Brute force, Backtracking and SymPy - counting permutations with no repeated letters

There are 12 unique permutations of the word ‘food’. Of these, there are only six that satisfy the constraint that no adjacent letters are equal:

  • fodo
  • odof
  • odfo
  • ofdo
  • ofod
  • dofo

How can we efficiently count the number of such permutations for a given word?

Approach 1: Brute Force

The simplest approach is to generate each and every possible permutation of the word in turn, checking whether any adjacent letters are equal, and incrementing the count if not.

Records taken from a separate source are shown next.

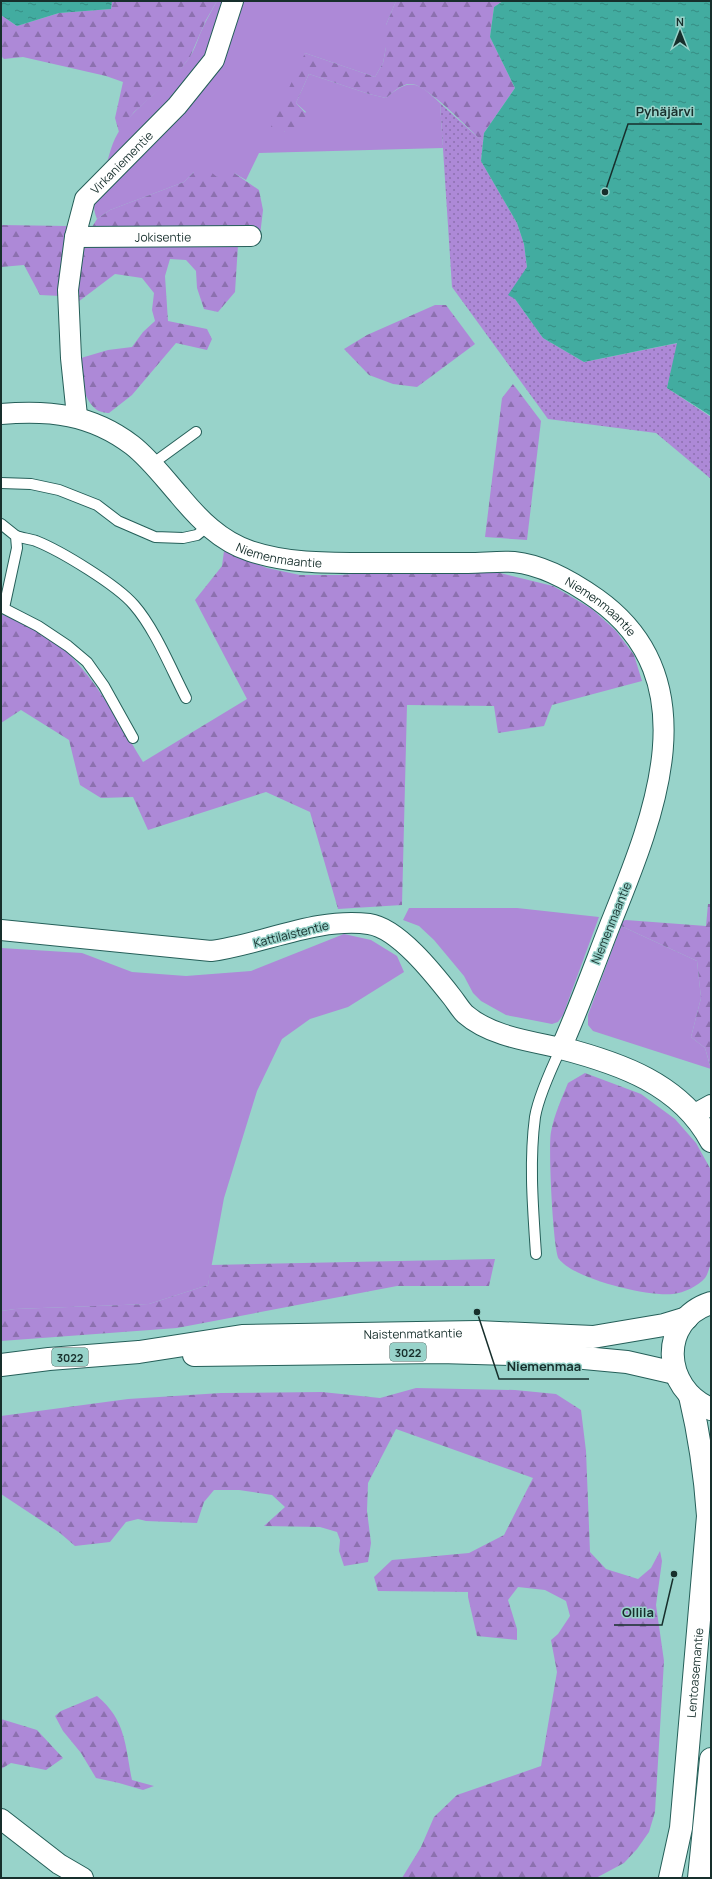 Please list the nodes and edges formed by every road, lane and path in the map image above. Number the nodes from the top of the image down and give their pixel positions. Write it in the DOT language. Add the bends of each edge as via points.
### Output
graph roads {
  1 [pos="233,1"];
  2 [pos="251,236"];
  3 [pos="75,237"];
  4 [pos="1,414"];
  5 [pos="77,416"];
  6 [pos="196,432"];
  7 [pos="152,464"];
  8 [pos="1,483"];
  9 [pos="1,524"];
  10 [pos="208,526"];
  11 [pos="16,536"];
  12 [pos="3,608"];
  13 [pos="186,698"];
  14 [pos="133,738"];
  15 [pos="1,930"];
  16 [pos="561,1048"];
  17 [pos="702,1110"];
  18 [pos="711,1141"];
  19 [pos="536,1254"];
  20 [pos="710,1302"];
  21 [pos="687,1318"];
  22 [pos="139,1352"];
  23 [pos="1,1365"];
  24 [pos="675,1373"];
  25 [pos="690,1396"];
  26 [pos="711,1409"];
  27 [pos="711,1758"];
  28 [pos="1,1819"];
  29 [pos="700,1876"];
  30 [pos="83,1878"];
  31 [pos="670,1878"];
  1 -- 3 [label="street, Virkaniementie" via="214,60 177,106 85,199"];
  2 -- 3 [label="street, Jokisentie"];
  3 -- 5 [label="street, Virkaniementie" via="68,290"];
  4 -- 5 [label="street, Niemenmaantie" via="31,411"];
  5 -- 7 [label="street, Niemenmaantie" via="95,423 131,445"];
  6 -- 7 [label="lane"];
  7 -- 10 [label="street, Niemenmaantie" via="187,506"];
  8 -- 10 [label="lane" via="31,484 59,490 96,505 118,521 155,537 182,538 197,535"];
  9 -- 11 [label="lane"];
  10 -- 16 [label="street, Niemenmaantie" via="230,543 292,561 514,562 532,566 563,578 607,606 625,621 644,649 656,673 661,700 664,748 660,778 642,846"];
  11 -- 12 [label="lane" via="17,548"];
  11 -- 13 [label="lane" via="36,541 81,566 133,604 145,620"];
  12 -- 14 [label="lane" via="38,626 87,662 104,686"];
  15 -- 16 [label="street, Kattilaistentie" via="212,951 237,948 324,925 378,925 404,943 464,1013 483,1027"];
  16 -- 17 [label="main road" via="630,1069 673,1096"];
  16 -- 19 [label="lane" via="535,1115 532,1199"];
  17 -- 18 [label="main road"];
  20 -- 21 [label="main road, 3022"];
  21 -- 22 [label="main road, Naistenmatkantie / 3022" via="664,1325 593,1337 477,1332 242,1336"];
  21 -- 24 [label="main road, 3022" via="681,1326 674,1346"];
  22 -- 23 [label="main road, Naistenmatkantie / 3022"];
  22 -- 24 [label="main road, Naistenmatkantie / 3022" via="198,1355 360,1352 552,1355 627,1362"];
  24 -- 25 [label="main road, 3022" via="681,1386"];
  25 -- 26 [label="main road, 3022"];
  25 -- 31 [label="main road, Lentoasemantie" via="701,1445 708,1516 681,1828"];
  27 -- 29 [label="main road"];
  28 -- 30 [label="street" via="59,1864"];
} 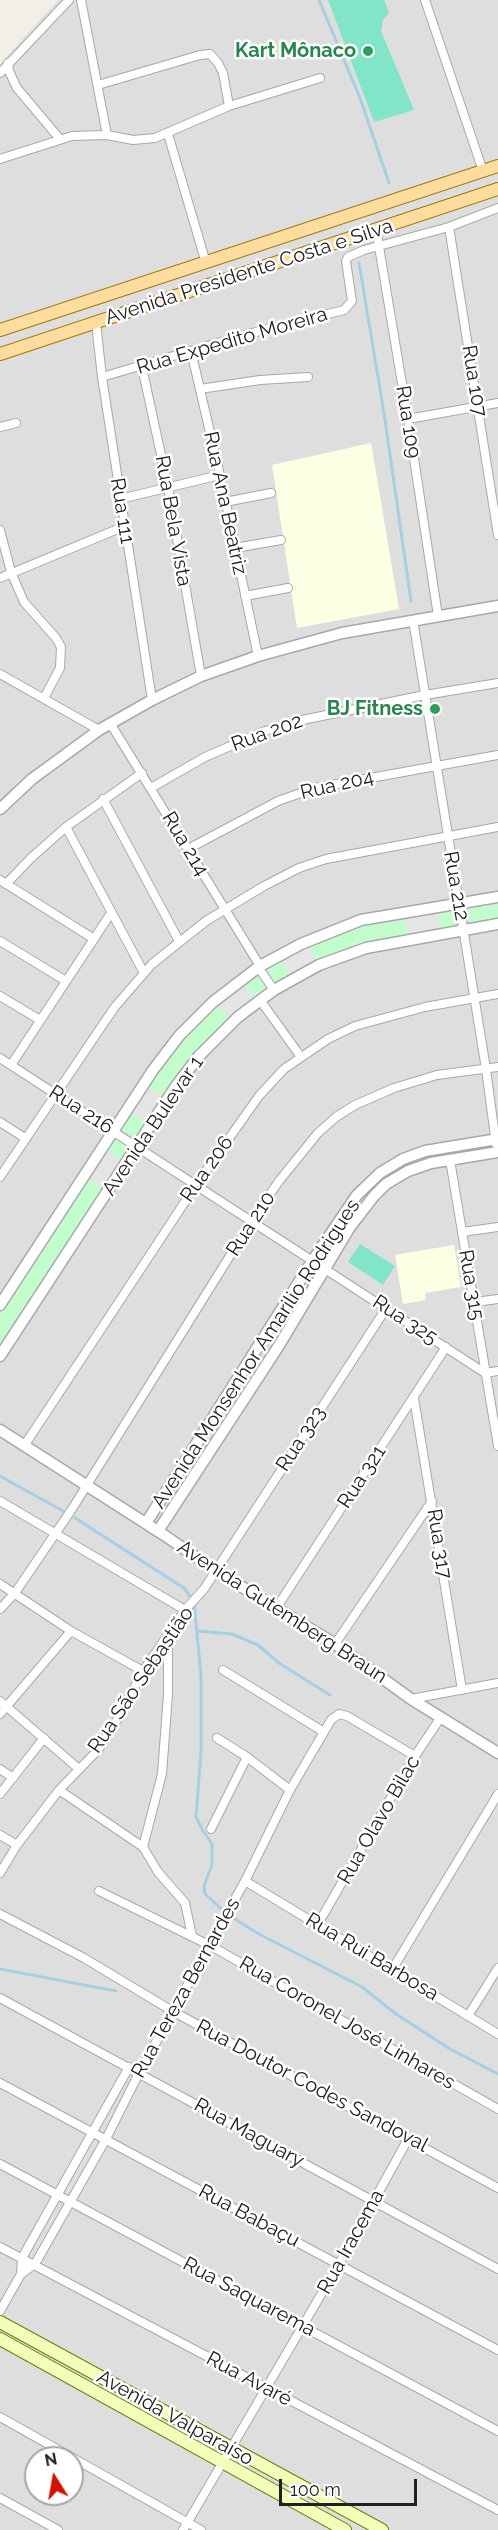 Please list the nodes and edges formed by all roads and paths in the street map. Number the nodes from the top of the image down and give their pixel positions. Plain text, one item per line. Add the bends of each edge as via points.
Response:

The following code uses Python’s itertools module to generate the permutations (and also to simplify the process of checking for repeated letters):

from itertools import permutations, groupby, filterfalse

def length(iterable):
    """
    Length of an iterable (but not necessarily Sized) object.
    """
    return sum(1 for _ in iterable)

def has_equal_adjacent_letters(string):
    """
    Indicate whether string has adjacent letters which are equal:

      toot -> True
      yoyo -> False

    """
    return any(length(letters) > 1 for _, letters in groupby(string))

def approach_1(string):
    """
    Count the permuations of string that have no repeated letters
    by generating all permutations and checking them one by one.
    """
    wanted_perms = filterfalse(has_equal_adjacent_letters, permutations(string))
    # keep track of unique permutations using a set
    unique_perms = set(wanted_perms)
    return len(unique_perms)

For the word ‘food’ this works nicely:

>>> approach_1('food')
6

However, we’re in trouble if our word is much longer. As you may be aware, the number of (not necessarily unique) permutations of a word of length $n$ is

If our word is ‘television’ then we have to wait about 30 seconds to get our answer because the code generates all $10! = 3628800$ permuations and checks each of them before returning the answer:

>>> approach_1('television')
584640

For 11-letter words, this time will increase roughly 11-fold to about 330 seconds, for 12-letter words… you get the idea.

We could possibly optimise the Python code a bit, but the naive brute force approach is doomed to be slow.

Approach 2: Backtracking

To try and speed things up, we could try and be more careful about how permutations are generated.

The problem with the last approach is that it there was no way to skip all permutations that had a bad beginning. For example, it had to generate and check every permutation of ‘television’ that started with ‘ee’ and ‘ii’ even though none of these added to the count.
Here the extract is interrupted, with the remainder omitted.